SPG-17: Wettability-based Mitigation of Scale Formation: Leonid Rapoport1; Susmita Dash1; Kripa Varanasi1; 1MIT
    Scale formation, due to the presence of dissolved salts and organic impurities, poses serious problems in several practical applications, ranging from household utensils to industrial boilers, and affects industries including desalination, oil and gas, and cooling towers. In particular, salts with inverse solubility with temperature have the tendency to crystallize and adhere to the heat transfer surface and adversely affect the thermal and fluid transport. In the present study, we investigate the mechanism of salt crystallization during pool boiling. The boiling performance parameters, such as, heat transfer coefficient and critical heat flux (CHF) are examined for an under-saturated solution of calcium sulfate. Simultaneous high speed and infrared imaging enables determination of the interdependence between crystallization and bubble dynamics, including, bubble nucleation, growth, and departure. The effect of the three phase contact line during bubble evolution on the crystallization-induced scale formation is demonstrated.

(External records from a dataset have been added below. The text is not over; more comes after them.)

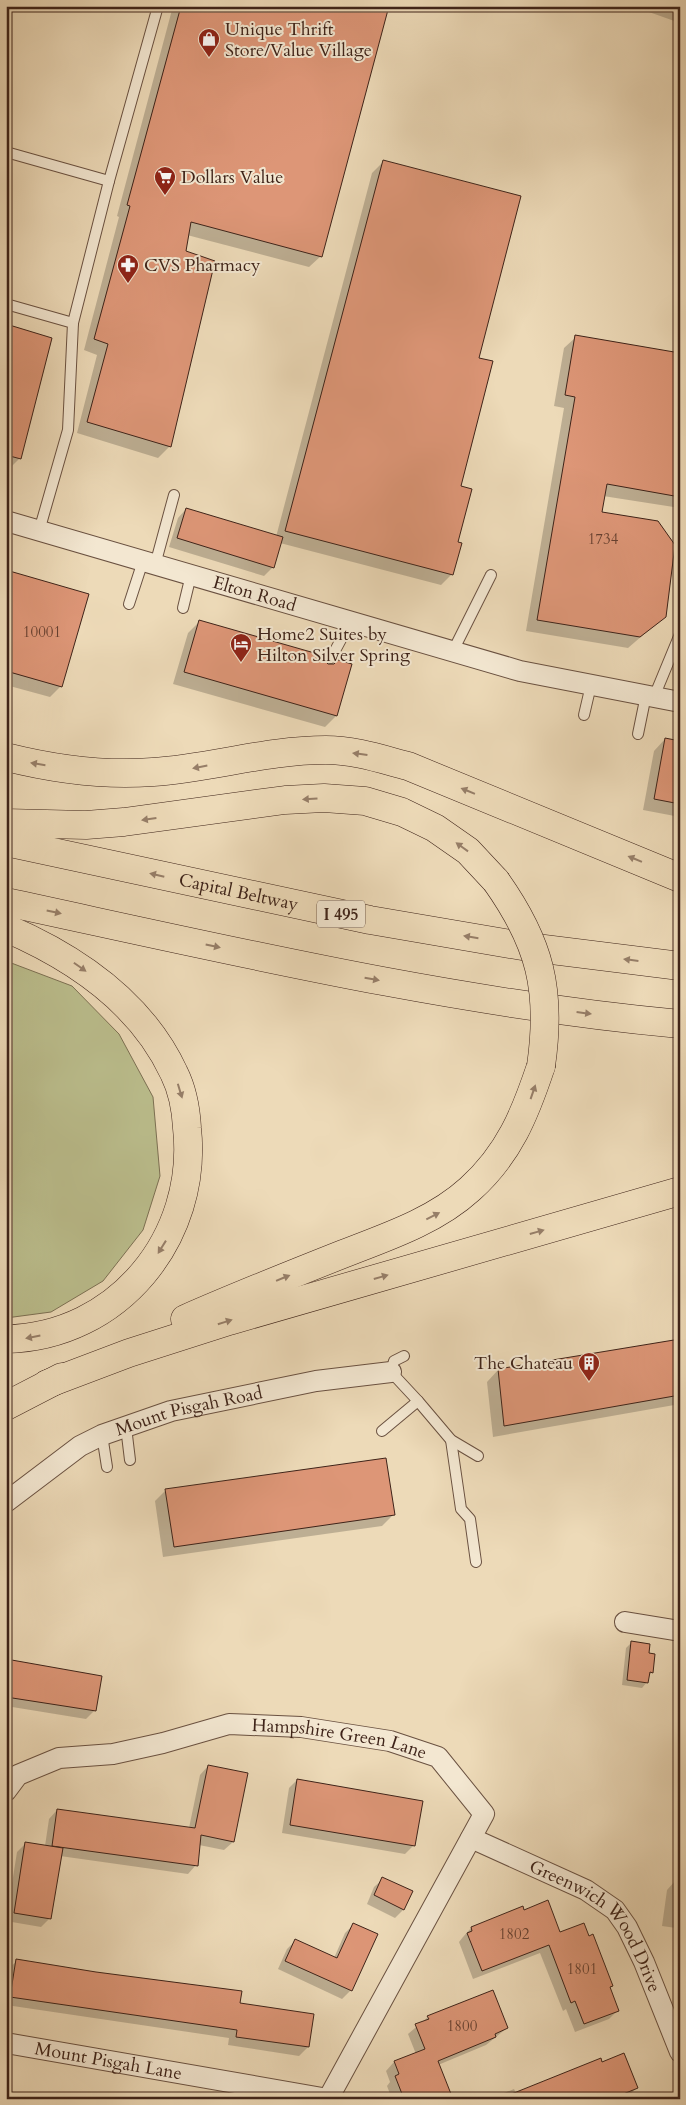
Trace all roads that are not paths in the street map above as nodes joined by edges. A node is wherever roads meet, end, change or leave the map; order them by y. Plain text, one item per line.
1 (158, 6) edge
2 (6, 152) edge
3 (108, 181) junction
4 (6, 304) edge
5 (73, 323) junction
6 (174, 496) dead end
7 (6, 521) edge
8 (39, 531) junction
9 (149, 563) junction
10 (191, 575) junction
11 (491, 575) dead end
12 (129, 604) dead end
13 (183, 608) dead end
14 (351, 621) junction
15 (680, 634) edge
16 (453, 651) junction
17 (331, 658) dead end
18 (591, 685) junction
19 (650, 696) junction
20 (680, 702) edge
21 (584, 715) dead end
22 (638, 734) dead end
23 (6, 757) edge
24 (6, 823) edge
25 (6, 842) edge
26 (680, 878) edge
27 (6, 902) edge
28 (6, 928) edge
29 (680, 966) edge
30 (680, 1024) edge
31 (680, 1191) edge
32 (6, 1340) edge
33 (404, 1356) dead end
34 (391, 1372) junction
35 (47, 1384) junction
36 (418, 1401) junction
37 (6, 1406) edge
38 (126, 1427) junction
39 (382, 1431) dead end
40 (102, 1435) junction
41 (451, 1440) junction
42 (478, 1456) dead end
43 (130, 1460) dead end
44 (107, 1467) dead end
45 (6, 1502) edge
46 (476, 1562) dead end
47 (625, 1622) dead end
48 (680, 1631) edge
49 (6, 1792) edge
50 (471, 1838) junction
51 (6, 2043) edge
52 (680, 2052) edge
53 (229, 2091) edge
54 (328, 2099) edge

1 - 3 lane
2 - 3 lane
3 - 5 lane
4 - 5 lane
5 - 8 lane
6 - 9 lane
7 - 8 street, Elton Road
8 - 9 street, Elton Road
9 - 10 street, Elton Road
9 - 12 lane
10 - 13 lane
10 - 14 street, Elton Road
11 - 16 lane
14 - 16 street, Elton Road
14 - 17 lane
15 - 19 lane
16 - 18 street, Elton Road
18 - 19 street, Elton Road
18 - 21 lane
19 - 20 street, Elton Road
19 - 22 lane
26 -> 23 highway
35 -> 24 highway, bridge
29 -> 25 highway, Capital Beltway / I 495
27 -> 30 highway
28 -> 32 highway
35 -> 31 highway
33 - 34 lane
34 - 36 lane
34 - 38 street, Mount Pisgah Road
35 - 37 highway
36 - 39 lane
36 - 41 lane
38 - 40 street, Mount Pisgah Road
38 - 43 lane
40 - 44 lane
40 - 45 street, Mount Pisgah Road
41 - 42 lane
41 - 46 lane
47 - 48 street
49 - 50 street, Hampshire Green Lane
50 - 52 street, Greenwich Wood Drive
50 - 54 street, Hampshire Green Lane
51 - 53 street, Mount Pisgah Lane
53 - 54 street, Mount Pisgah Lane

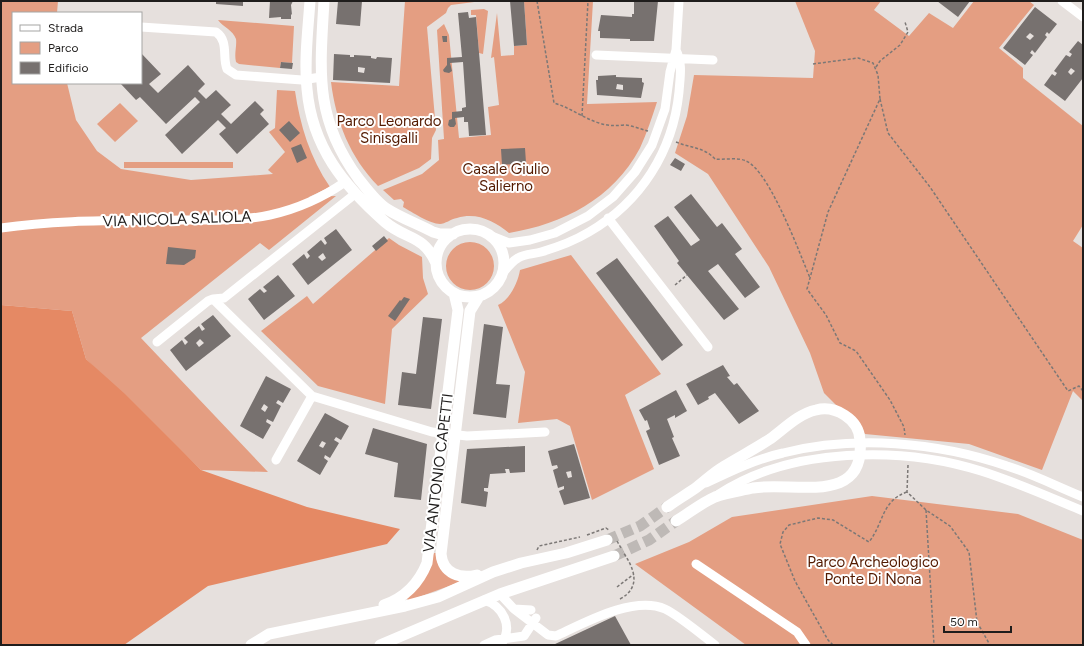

SPG-18: Why and How the Electromigration Effect Occurs?: Yu-chen Liu1; Shih-kang Lin1; Shang-Jui Chiu2; Yen-Ting Liu2; Hsin-Yi Lee2; 1National Cheng Kung University; 2National Synchrotron Radiation Research Center
    The electromigration effect involves atomic diffusion of metals under current stressing. Recent theories of EM are based on the unbalanced electrostatic and electron-wind forces exerted on metal ions. However, none of these models have coupled the EM effect and lattice stability. Here, we performed in situ current-stressing experiments for pure Cu strips using synchrotron X-ray diffractometry and scanning electron microscopy and ab initio calculations based on density functional theory. An intrinsic and non-uniform lattice expansion – larger at the cathode and smaller at the anode, is identified induced by the flow of electrons. If this electron flow-induced strain is small, it causes an elastic deformation; while if it is larger than the yield point, diffusion as local stress relaxation will cause the formation of hillocks and voids as well as EM-induced failure. The fundamental driving force for the electromigration effect is elucidated and validated with experimental observations in the literature.